Lewis would earn a degree in digital media technical production from the Seneca College of Applied Arts and Technology in 2003 and enhance those credentials with a certificate in developing a strategic mindset from York University’s Schulich School of Business in 2010.
He’d hone his skills by leading high-tech, ecommerce, marketing and business development teams over the course of a decade, launching mobile and web apps and ecommerce platforms. This occurred at places such as Reliance Home Comfort, one of Canada’s heavyweights in HVAC financing solutions.
He’d spend nearly six years in various positions at BLACKS, a one-stop photography chain with over 100 stores that was acquired by TELUS in 2009, with Lewis in charge of integration and driving online growth. Come 2014 he’d lead initiatives at Reliance Home Comfort for the next two years.

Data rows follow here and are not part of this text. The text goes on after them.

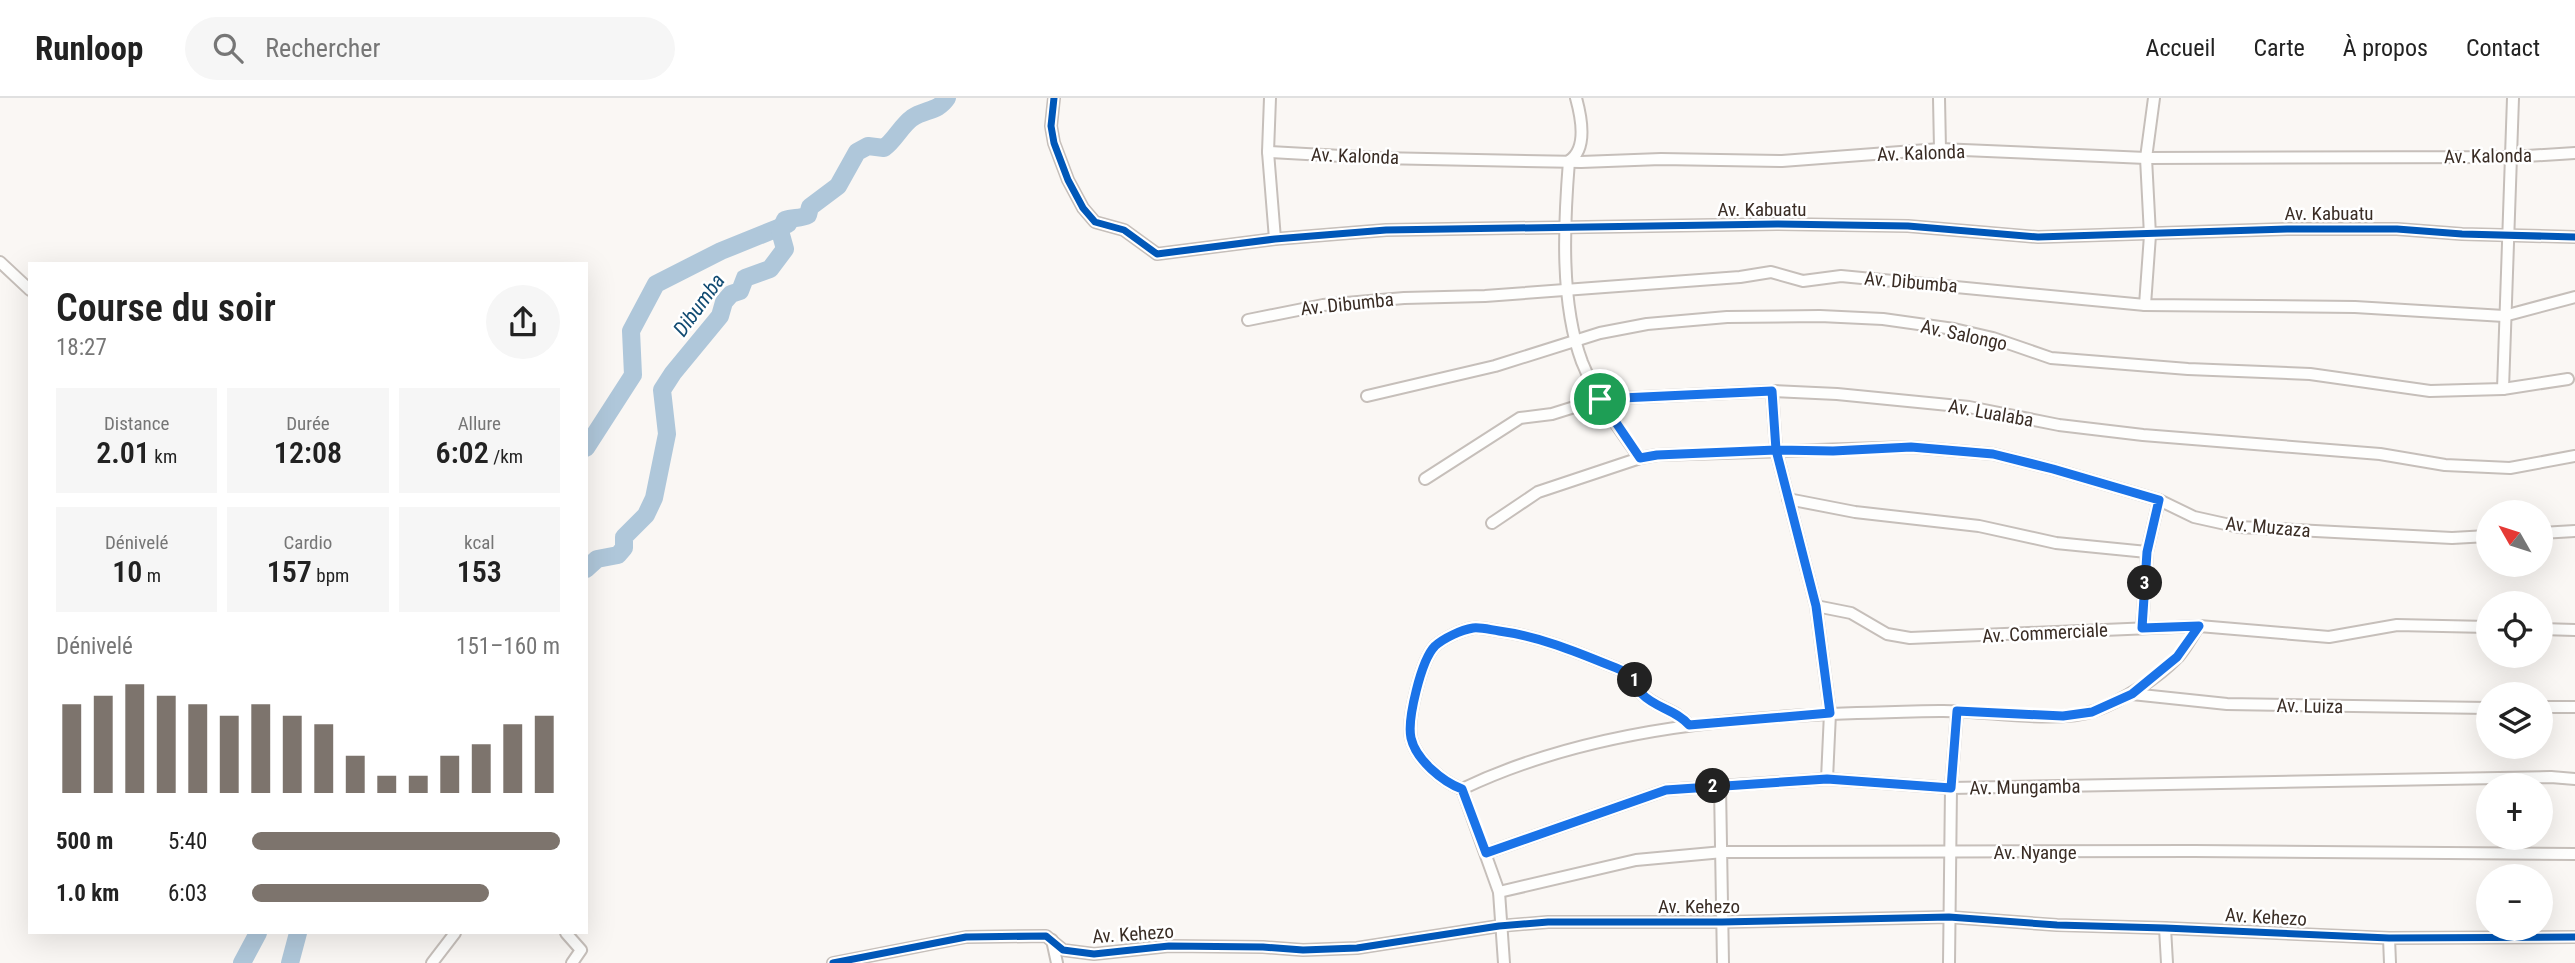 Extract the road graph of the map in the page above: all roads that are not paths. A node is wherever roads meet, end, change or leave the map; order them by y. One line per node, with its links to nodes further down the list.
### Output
1 (1054, 98): 17 (street, Av. Kabuatu)
2 (1270, 98): 8 (street)
3 (1576, 98): 12 (street)
4 (1939, 98): 7 (street)
5 (2154, 98): 11 (street)
6 (2513, 98): 10 (street)
7 (1940, 149): 11 (street, Av. Kalonda); 12 (street, Av. Kalonda)
8 (1268, 152): 12 (street, Av. Kalonda); 17 (street)
9 (2575, 153): 10 (street, Av. Kalonda)
10 (2511, 157): 11 (street, Av. Kalonda); 15 (street)
11 (2146, 158): 14 (street)
12 (1569, 161): 13 (street)
13 (1566, 227): 14 (street, Av. Kabuatu); 17 (street, Av. Kabuatu); 20 (street)
14 (2150, 235): 15 (street, Av. Kabuatu); 22 (street)
15 (2509, 236): 16 (street, Av. Kabuatu); 23 (street)
16 (2575, 237)
17 (1275, 239)
18 (0, 262): 19 (street)
19 (28, 288)
20 (1567, 288): 22 (street, Av. Dibumba); 24 (street, Av. Dibumba); 25 (street)
21 (2575, 297): 23 (street, Av. Dibumba)
22 (2145, 305): 23 (street, Av. Dibumba)
23 (2504, 316): 27 (street)
24 (1248, 320)
25 (1576, 341): 27 (street, Av. Salongo); 29 (street, Av. Salongo); 30 (street)
26 (2568, 379): 27 (street, Av. Salongo)
27 (2503, 389)
28 (1772, 391): 30 (street, Av. Lualaba); 31 (street); 32 (street, Av. Lualaba)
29 (1367, 396)
30 (1600, 399): 33 (street); 34 (street, Av. Lualaba)
31 (1776, 450): 33 (street, Av. Muzaza); 35 (street); 36 (street, Av. Muzaza)
32 (2575, 457)
33 (1640, 458): 37 (street, Av. Muzaza)
34 (1425, 479)
35 (1788, 499): 41 (street); 42 (street)
36 (2159, 500): 40 (street, Av. Muzaza); 41 (street)
37 (1492, 523)
38 (2575, 531): 39 (street)
39 (2553, 532)
40 (2476, 537)
41 (2147, 552): 45 (street)
42 (1816, 606): 45 (street, Av. Commerciale); 53 (street)
43 (2199, 626): 44 (street, Av. Commerciale); 45 (street, Av. Commerciale); 48 (street)
44 (2476, 627)
45 (2142, 628)
46 (2553, 629): 47 (street)
47 (2575, 630)
48 (2132, 694): 51 (street, Av. Luiza); 52 (street)
49 (2553, 707): 50 (street)
50 (2575, 707)
51 (2476, 708)
52 (1957, 711): 53 (street); 58 (street)
53 (1830, 713): 54 (street); 55 (street)
54 (1689, 725): 59 (street); 59 (street)
55 (1827, 779): 57 (street, Av. Mungamba); 58 (street, Av. Mungamba)
56 (2575, 779): 58 (street, Av. Mungamba)
57 (1720, 786): 60 (street); 61 (street, Av. Mungamba)
58 (1951, 788): 62 (street)
59 (1462, 789): 61 (street)
60 (1723, 852): 62 (street, Av. Nyange); 64 (street, Av. Nyange); 66 (street)
61 (1486, 853): 64 (street)
62 (1951, 853): 63 (street, Av. Nyange); 65 (street)
63 (2575, 855)
64 (1499, 892): 67 (street)
65 (1949, 917): 66 (street, Av. Kehezo); 68 (street, Av. Kehezo); 80 (street)
66 (1722, 922): 67 (street, Av. Kehezo); 79 (street)
67 (1499, 926): 73 (street, Av. Kehezo); 78 (street)
68 (2165, 928): 72 (street, Av. Kehezo); 81 (street)
69 (454, 934): 74 (street)
70 (567, 934): 75 (street)
71 (2575, 937): 72 (street, Av. Kehezo)
72 (2389, 938): 82 (street)
73 (1052, 940): 76 (street, Av. Kehezo); 77 (street)
74 (432, 963)
75 (572, 963)
76 (833, 963)
77 (1057, 963)
78 (1504, 963)
79 (1723, 963)
80 (1949, 963)
81 (2167, 963)
82 (2390, 963)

Dealnet Capital wanting to build new a new software platform for growth after acquiring Ecohome Financial, the company would welcome him aboard in 2016 as director of business technology, and promote him to CTO two years later. It’s a moving target, Lewis says of technology, and it’s satisfying to see it utilized to move forward with Dealnet Capital’s growth.
“How do I stay abreast? I read a lot of tech blogs and technological publications, attend vendor-sponsored events and take online courses,” Lewis says. “It’s my role to find practical solutions to problems and generate business value. When you do that, it’s a lot of fun.”